[Information supplied Boundary: Start]

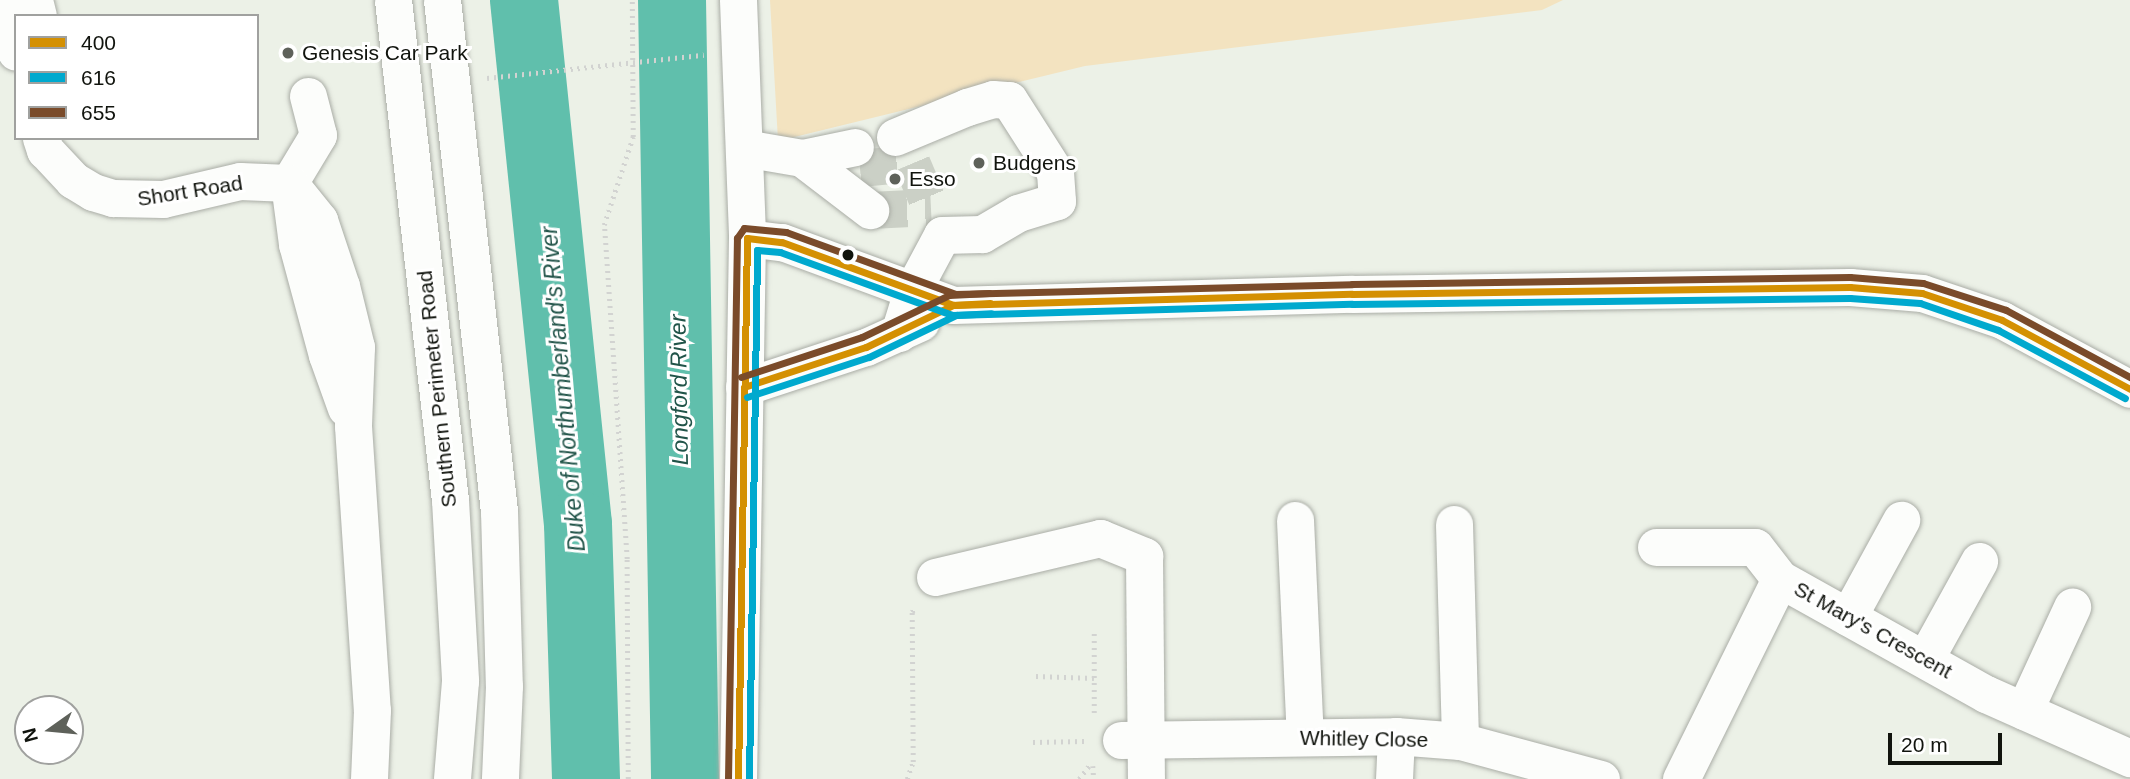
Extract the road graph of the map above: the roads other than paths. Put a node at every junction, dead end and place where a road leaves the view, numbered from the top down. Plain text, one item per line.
1 (0, 0) edge
2 (393, 0) edge
3 (442, 0) edge
4 (738, 0) edge
5 (14, 46) edge
6 (308, 96) dead end
7 (895, 137) dead end
8 (42, 140) edge
9 (744, 148) junction
10 (863, 179) tunnel mouth
11 (289, 183) junction
12 (747, 238) junction
13 (912, 291) junction
14 (953, 305) junction
15 (899, 333) junction
16 (744, 387) junction
17 (2130, 389) edge
18 (1295, 520) dead end
19 (1901, 520) dead end
20 (1454, 524) dead end
21 (1656, 547) dead end
22 (1979, 561) dead end
23 (935, 577) road end
24 (1780, 579) junction
25 (2072, 607) dead end
26 (1848, 617) junction
27 (1925, 659) junction
28 (2024, 711) junction
29 (1396, 736) junction
30 (1305, 737) junction
31 (1460, 741) junction
32 (1113, 746) junction
33 (2128, 750) edge
34 (369, 779) edge
35 (452, 779) edge
36 (500, 779) edge
37 (738, 779) edge
38 (1146, 779) edge
39 (1394, 779) edge
40 (1601, 779) edge
41 (1681, 779) edge

1 - 5 street
2 - 35 street, Southern Perimeter Road
3 - 36 street
4 - 9 street
6 - 11 street
7 - 13 street
8 - 11 street, Short Road
9 - 10 street
9 - 12 street
11 - 34 street
12 - 13 street
12 - 16 street
13 - 14 street
13 - 15 street
14 - 15 street
14 - 17 street
15 - 16 street
16 - 37 street
18 - 30 street
19 - 26 street
20 - 31 street
21 - 24 street
22 - 27 street
23 - 32 street
24 - 26 street, St Mary's Crescent
24 - 41 street, St Mary's Crescent
25 - 28 street
26 - 27 street, St Mary's Crescent
27 - 28 street, St Mary's Crescent
28 - 33 street, St Mary's Crescent
29 - 30 street, Whitley Close
29 - 31 street, Whitley Close
29 - 39 street
30 - 32 street, Whitley Close
31 - 40 street, Whitley Close
32 - 38 street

[Information supplied Boundary: End]

Exercise prompt: Restate each record from above word for word, excluding any picture it holds.

Exercise output:
Extract the road graph of the map above: the roads other than paths. Put a node at every junction, dead end and place where a road leaves the view, numbered from the top down. Plain text, one item per line.
1 (0, 0) edge
2 (393, 0) edge
3 (442, 0) edge
4 (738, 0) edge
5 (14, 46) edge
6 (308, 96) dead end
7 (895, 137) dead end
8 (42, 140) edge
9 (744, 148) junction
10 (863, 179) tunnel mouth
11 (289, 183) junction
12 (747, 238) junction
13 (912, 291) junction
14 (953, 305) junction
15 (899, 333) junction
16 (744, 387) junction
17 (2130, 389) edge
18 (1295, 520) dead end
19 (1901, 520) dead end
20 (1454, 524) dead end
21 (1656, 547) dead end
22 (1979, 561) dead end
23 (935, 577) road end
24 (1780, 579) junction
25 (2072, 607) dead end
26 (1848, 617) junction
27 (1925, 659) junction
28 (2024, 711) junction
29 (1396, 736) junction
30 (1305, 737) junction
31 (1460, 741) junction
32 (1113, 746) junction
33 (2128, 750) edge
34 (369, 779) edge
35 (452, 779) edge
36 (500, 779) edge
37 (738, 779) edge
38 (1146, 779) edge
39 (1394, 779) edge
40 (1601, 779) edge
41 (1681, 779) edge

1 - 5 street
2 - 35 street, Southern Perimeter Road
3 - 36 street
4 - 9 street
6 - 11 street
7 - 13 street
8 - 11 street, Short Road
9 - 10 street
9 - 12 street
11 - 34 street
12 - 13 street
12 - 16 street
13 - 14 street
13 - 15 street
14 - 15 street
14 - 17 street
15 - 16 street
16 - 37 street
18 - 30 street
19 - 26 street
20 - 31 street
21 - 24 street
22 - 27 street
23 - 32 street
24 - 26 street, St Mary's Crescent
24 - 41 street, St Mary's Crescent
25 - 28 street
26 - 27 street, St Mary's Crescent
27 - 28 street, St Mary's Crescent
28 - 33 street, St Mary's Crescent
29 - 30 street, Whitley Close
29 - 31 street, Whitley Close
29 - 39 street
30 - 32 street, Whitley Close
31 - 40 street, Whitley Close
32 - 38 street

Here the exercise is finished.